Excerpted records:
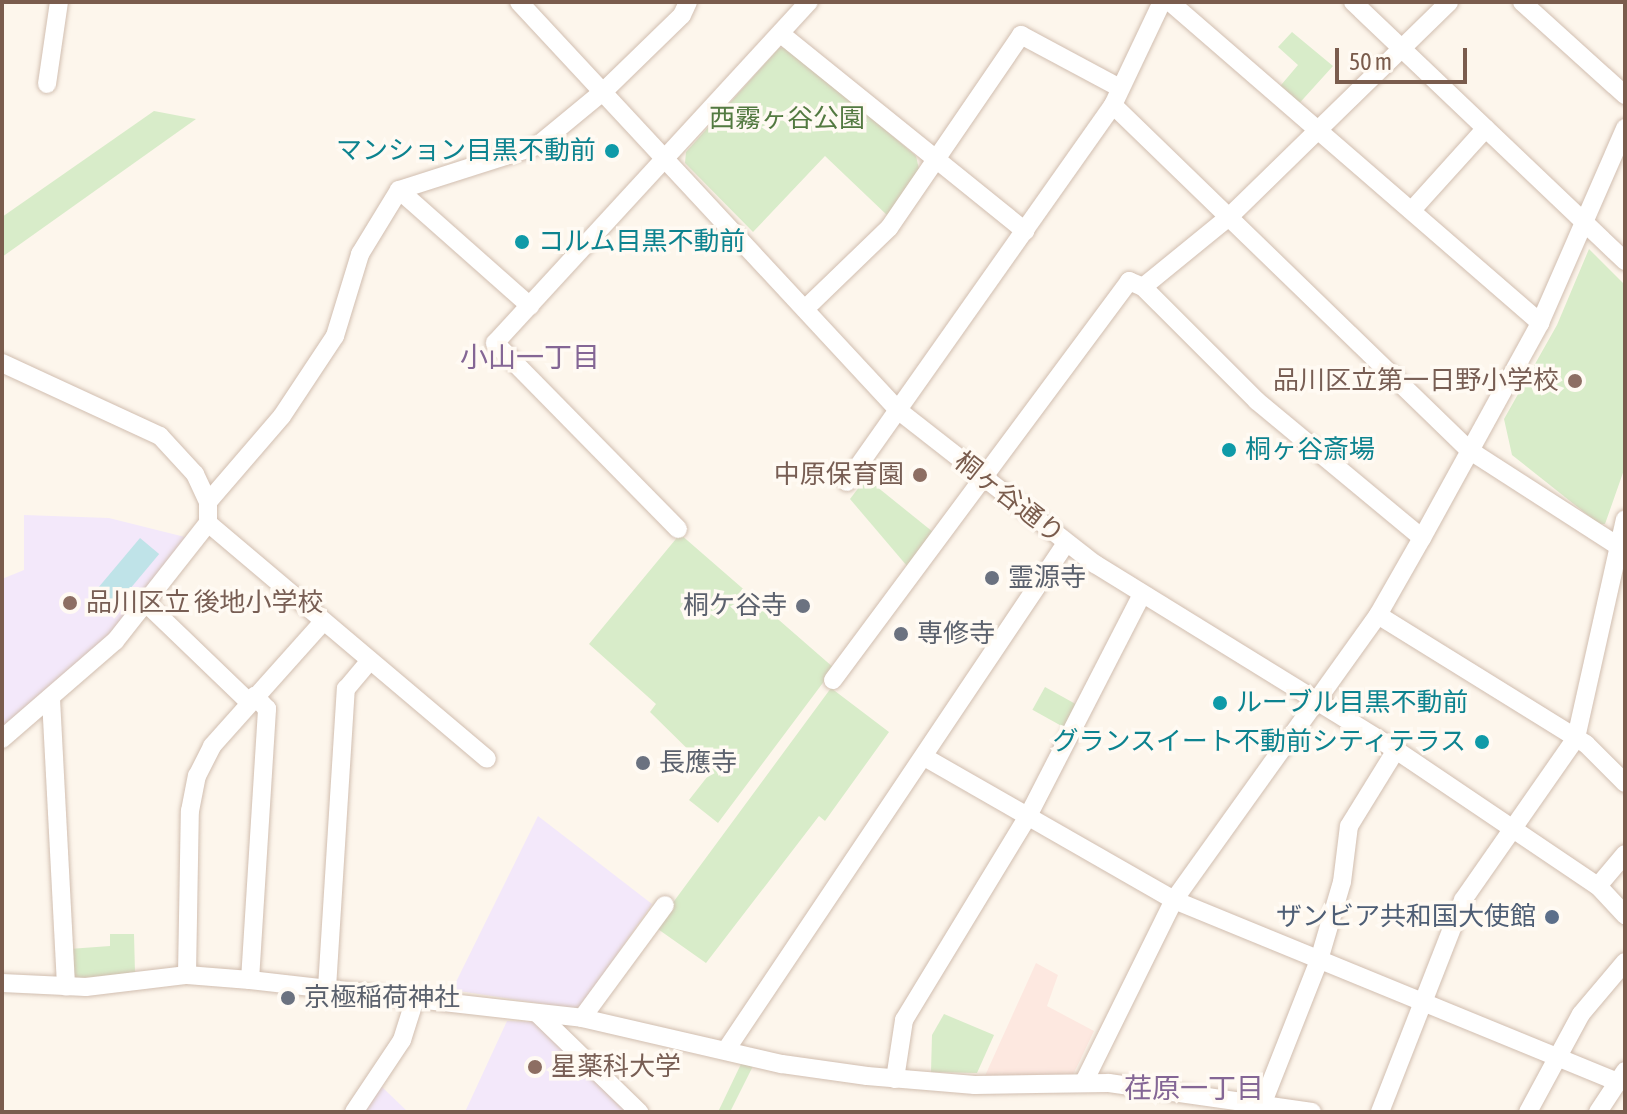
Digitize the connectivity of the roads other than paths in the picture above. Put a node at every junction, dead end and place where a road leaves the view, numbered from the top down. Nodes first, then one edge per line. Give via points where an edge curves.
1 (59, 2) edge
2 (519, 2) edge
3 (688, 2) edge
4 (809, 2) edge
5 (1162, 2) edge
6 (1170, 2) edge
7 (1353, 2) edge
8 (1449, 2) edge
9 (1522, 2) edge
10 (781, 34) junction
11 (1402, 49) junction
12 (47, 84) dead end
13 (605, 90) junction
14 (1625, 95) edge
15 (1116, 97) junction
16 (1486, 128) junction
17 (1625, 128) edge
18 (1319, 132) junction
19 (935, 158) junction
20 (666, 159) junction
21 (399, 190) junction
22 (1412, 210) junction
23 (1230, 216) junction
24 (1586, 223) junction
25 (1025, 231) junction
26 (1625, 261) edge
27 (1143, 287) junction
28 (530, 306) junction
29 (805, 309) junction
30 (1540, 323) junction
31 (2, 363) edge
32 (899, 411) junction
33 (1469, 450) junction
34 (983, 478) junction
35 (847, 482) dead end
36 (208, 502) junction
37 (1625, 519) edge
38 (208, 523) junction
39 (678, 529) dead end
40 (1422, 538) junction
41 (1066, 543) junction
42 (1615, 544) junction
43 (1142, 594) junction
44 (147, 604) junction
45 (1378, 615) junction
46 (323, 622) junction
47 (369, 662) junction
48 (833, 680) dead end
49 (51, 699) junction
50 (252, 699) junction
51 (1314, 700) junction
52 (1576, 738) junction
53 (2, 739) edge
54 (1396, 750) junction
55 (926, 758) junction
56 (487, 759) dead end
57 (1625, 783) edge
58 (1027, 818) junction
59 (1515, 830) junction
60 (1625, 854) edge
61 (1598, 886) junction
62 (1174, 900) junction
63 (665, 905) dead end
64 (1625, 915) edge
65 (1319, 960) junction
66 (1625, 962) edge
67 (187, 975) junction
68 (250, 980) junction
69 (2, 983) edge
70 (66, 987) junction
71 (327, 988) junction
72 (415, 999) junction
73 (1421, 1001) junction
74 (538, 1014) junction
75 (582, 1018) junction
76 (726, 1050) junction
77 (1554, 1058) junction
78 (1621, 1076) edge
79 (895, 1079) junction
80 (1084, 1082) junction
81 (1262, 1105) junction
82 (354, 1112) edge
83 (639, 1112) edge
84 (1312, 1112) edge
85 (1380, 1112) edge
86 (1528, 1112) edge
87 (1598, 1112) edge

1 - 12 street
2 - 13 street, 桐ヶ谷通り
3 - 13 street via 682,15
4 - 10 street
5 - 15 street
6 - 18 street
7 - 11 street
8 - 11 street
9 - 14 street
10 - 19 street
10 - 20 street
11 - 16 street
11 - 18 street
13 - 20 street, 桐ヶ谷通り
13 - 21 street via 537,146
15 - 19 street via 1021,35
15 - 23 street
15 - 25 street
16 - 22 street
16 - 24 street
17 - 24 street
18 - 22 street
18 - 23 street
19 - 25 street
19 - 29 street via 889,228
20 - 28 street
20 - 29 street, 桐ヶ谷通り
21 - 28 street
21 - 36 street via 360,254 335,336 282,416
22 - 30 street
23 - 27 street
23 - 33 street
24 - 26 street
24 - 30 street
25 - 32 street
27 - 34 street via 1129,281
27 - 40 street via 1257,401
28 - 39 street via 495,343
29 - 32 street, 桐ヶ谷通り
30 - 33 street
31 - 36 street via 160,436 180,451
32 - 34 street, 桐ヶ谷通り
32 - 35 street
33 - 40 street
33 - 42 street
34 - 41 street, 桐ヶ谷通り
34 - 48 street
36 - 38 street
37 - 42 street
38 - 44 street
38 - 46 street
40 - 45 street
41 - 43 street, 桐ヶ谷通り
41 - 55 street
42 - 52 street
43 - 51 street, 桐ヶ谷通り
43 - 58 street
44 - 49 street
44 - 50 street
45 - 51 street
45 - 52 street
46 - 47 street
46 - 50 street
47 - 56 street
47 - 71 street via 346,689
49 - 53 street
49 - 70 street
50 - 67 street via 212,746 197,776 190,811
50 - 68 street via 267,709
51 - 54 street, 桐ヶ谷通り
51 - 62 street
52 - 57 street
52 - 59 street
54 - 59 street, 桐ヶ谷通り
54 - 65 street via 1349,826 1342,882
55 - 58 street
55 - 76 street
58 - 62 street
58 - 79 street via 904,1020
59 - 61 street, 桐ヶ谷通り
59 - 73 street via 1463,900
60 - 61 street
61 - 64 street, 桐ヶ谷通り
62 - 65 street
62 - 80 street
63 - 75 street
65 - 73 street
65 - 81 street
66 - 77 street via 1596,994
67 - 68 street
67 - 70 street
68 - 71 street
69 - 70 street
71 - 72 street
72 - 74 street
72 - 82 street via 402,1040
73 - 77 street
73 - 85 street
74 - 75 street
74 - 83 street
75 - 76 street
76 - 79 street via 782,1064
77 - 78 street
77 - 86 street
78 - 87 street
79 - 80 street via 975,1085
80 - 81 street
81 - 84 street

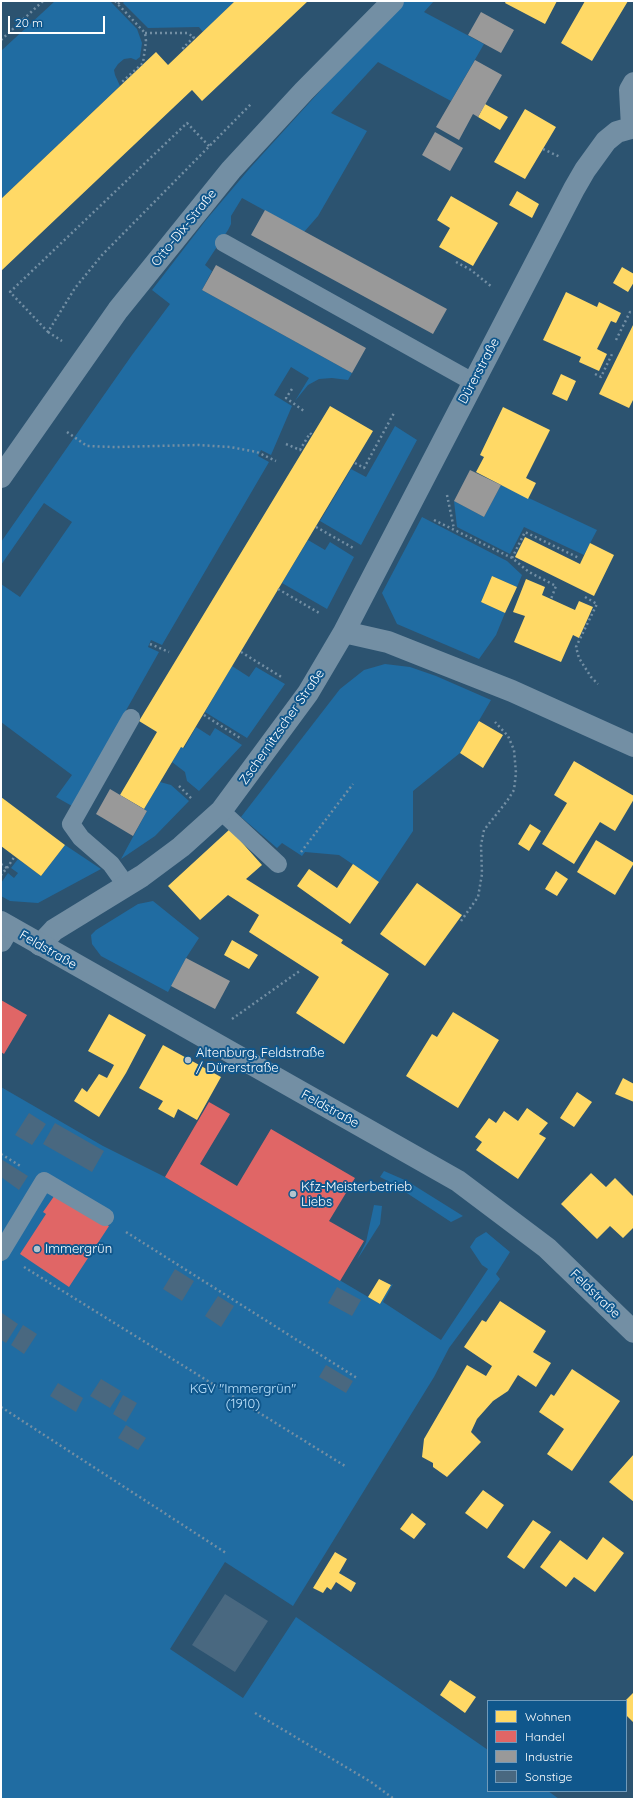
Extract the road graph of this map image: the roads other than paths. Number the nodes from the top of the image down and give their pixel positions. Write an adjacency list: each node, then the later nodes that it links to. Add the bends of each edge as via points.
1 (393, 1): 6 (street, Otto-Dix-Straße, via 231,170 118,310)
2 (634, 83): 3 (street, Dürerstraße, via 630,90)
3 (633, 127): 5 (street, Dürerstraße, via 617,132 606,141 585,170)
4 (224, 243): 5 (lane)
5 (473, 382): 7 (street, Dürerstraße)
6 (4, 468)
7 (345, 630): 9 (street, via 388,642 441,663); 10 (street, Zschernitzscher Straße, via 308,693)
8 (131, 718): 12 (lane, via 71,824 81,838 111,864)
9 (634, 746)
10 (221, 811): 11 (lane); 12 (street, Zschernitzscher Straße, via 181,847)
11 (278, 864)
12 (126, 885): 14 (street, Zschernitzscher Straße, via 54,930)
13 (4, 930): 14 (street, Feldstraße)
14 (40, 945): 17 (street, Feldstraße, via 458,1181 547,1248)
15 (105, 1216): 16 (lane, via 44,1181)
16 (1, 1252)
17 (634, 1332)

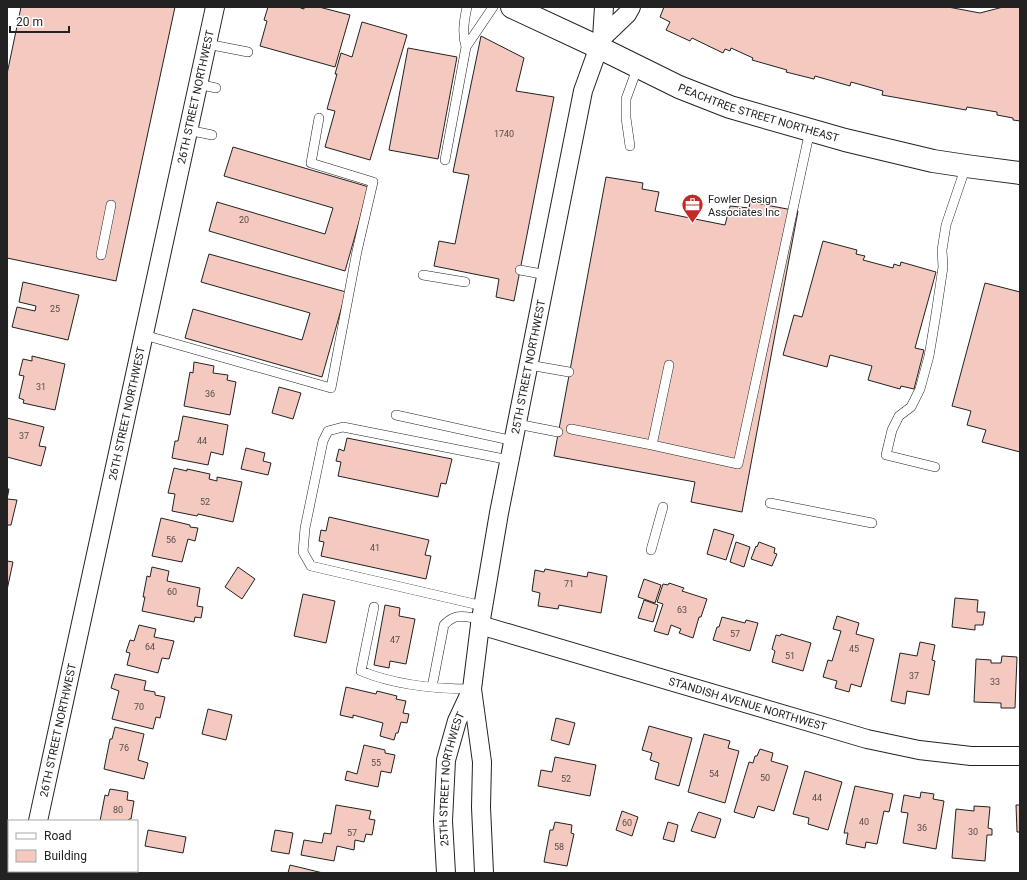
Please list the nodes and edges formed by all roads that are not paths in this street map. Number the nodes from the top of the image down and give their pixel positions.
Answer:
1 (215, 7) edge
2 (467, 7) edge
3 (493, 7) edge
4 (512, 7) edge
5 (604, 7) edge
6 (630, 7) edge
7 (600, 42) junction
8 (207, 44) junction
9 (466, 47) junction
10 (248, 52) dead end
11 (638, 66) junction
12 (198, 84) junction
13 (216, 88) dead end
14 (319, 118) dead end
15 (188, 130) junction
16 (810, 130) junction
17 (212, 136) dead end
18 (630, 146) dead end
19 (446, 160) dead end
20 (966, 166) junction
21 (1020, 173) edge
22 (111, 205) dead end
23 (101, 255) dead end
24 (520, 270) dead end
25 (423, 275) dead end
26 (547, 275) junction
27 (465, 282) dead end
28 (144, 335) junction
29 (529, 365) junction
30 (669, 365) dead end
31 (569, 372) dead end
32 (396, 415) dead end
33 (571, 429) dead end
34 (558, 432) dead end
35 (516, 433) junction
36 (652, 445) junction
37 (510, 460) junction
38 (935, 467) dead end
39 (770, 503) dead end
40 (664, 507) dead end
41 (872, 523) dead end
42 (651, 550) dead end
43 (374, 607) dead end
44 (481, 617) junction
45 (432, 687) junction
46 (472, 689) junction
47 (1020, 756) edge
48 (38, 820) edge
49 (446, 873) edge
50 (484, 873) edge

1 - 8 street, 26TH STREET NORTHWEST
2 - 9 lane
3 - 9 lane
4 - 7 highway, PEACHTREE STREET NORTHEAST
5 - 7 street
6 - 7 street
7 - 11 highway, PEACHTREE STREET NORTHEAST
7 - 26 street, 25TH STREET NORTHWEST
8 - 10 lane
8 - 12 street, 26TH STREET NORTHWEST
9 - 19 lane
11 - 16 highway, PEACHTREE STREET NORTHEAST
11 - 18 lane
12 - 13 lane
12 - 15 street, 26TH STREET NORTHWEST
14 - 28 lane
15 - 17 lane
15 - 28 street, 26TH STREET NORTHWEST
16 - 20 highway, PEACHTREE STREET NORTHEAST
16 - 36 lane
20 - 21 highway, PEACHTREE STREET NORTHEAST
20 - 38 lane
22 - 23 lane
24 - 26 lane
25 - 27 lane
26 - 29 street, 25TH STREET NORTHWEST
28 - 48 street, 26TH STREET NORTHWEST
29 - 31 lane
29 - 35 street, 25TH STREET NORTHWEST
30 - 36 lane
32 - 35 lane
33 - 36 lane
34 - 35 lane
35 - 37 street, 25TH STREET NORTHWEST
37 - 44 street, 25TH STREET NORTHWEST
37 - 44 lane
39 - 41 lane
40 - 42 lane
43 - 45 lane
44 - 45 lane
44 - 46 street, 25TH STREET NORTHWEST
44 - 47 street, STANDISH AVENUE NORTHWEST
45 - 46 lane
46 - 49 street, 25TH STREET NORTHWEST
46 - 50 street, 25TH STREET NORTHWEST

Aim of the exercise: Take the lines above starting at the one containing "Extract the road" and ending at the one containing "Please list the", and print them again exactly, without pictures.

Your solution:
Extract the road graph of this map image: the roads other than paths. Number the nodes from the top of the image down and give their pixel positions. Write an adjacency list: each node, then the later nodes that it links to. Add the bends of each edge as via points.
1 (393, 1): 6 (street, Otto-Dix-Straße, via 231,170 118,310)
2 (634, 83): 3 (street, Dürerstraße, via 630,90)
3 (633, 127): 5 (street, Dürerstraße, via 617,132 606,141 585,170)
4 (224, 243): 5 (lane)
5 (473, 382): 7 (street, Dürerstraße)
6 (4, 468)
7 (345, 630): 9 (street, via 388,642 441,663); 10 (street, Zschernitzscher Straße, via 308,693)
8 (131, 718): 12 (lane, via 71,824 81,838 111,864)
9 (634, 746)
10 (221, 811): 11 (lane); 12 (street, Zschernitzscher Straße, via 181,847)
11 (278, 864)
12 (126, 885): 14 (street, Zschernitzscher Straße, via 54,930)
13 (4, 930): 14 (street, Feldstraße)
14 (40, 945): 17 (street, Feldstraße, via 458,1181 547,1248)
15 (105, 1216): 16 (lane, via 44,1181)
16 (1, 1252)
17 (634, 1332)

Please list the nodes and edges formed by all roads that are not paths in this street map. Number the nodes from the top of the image down and give their pixel positions.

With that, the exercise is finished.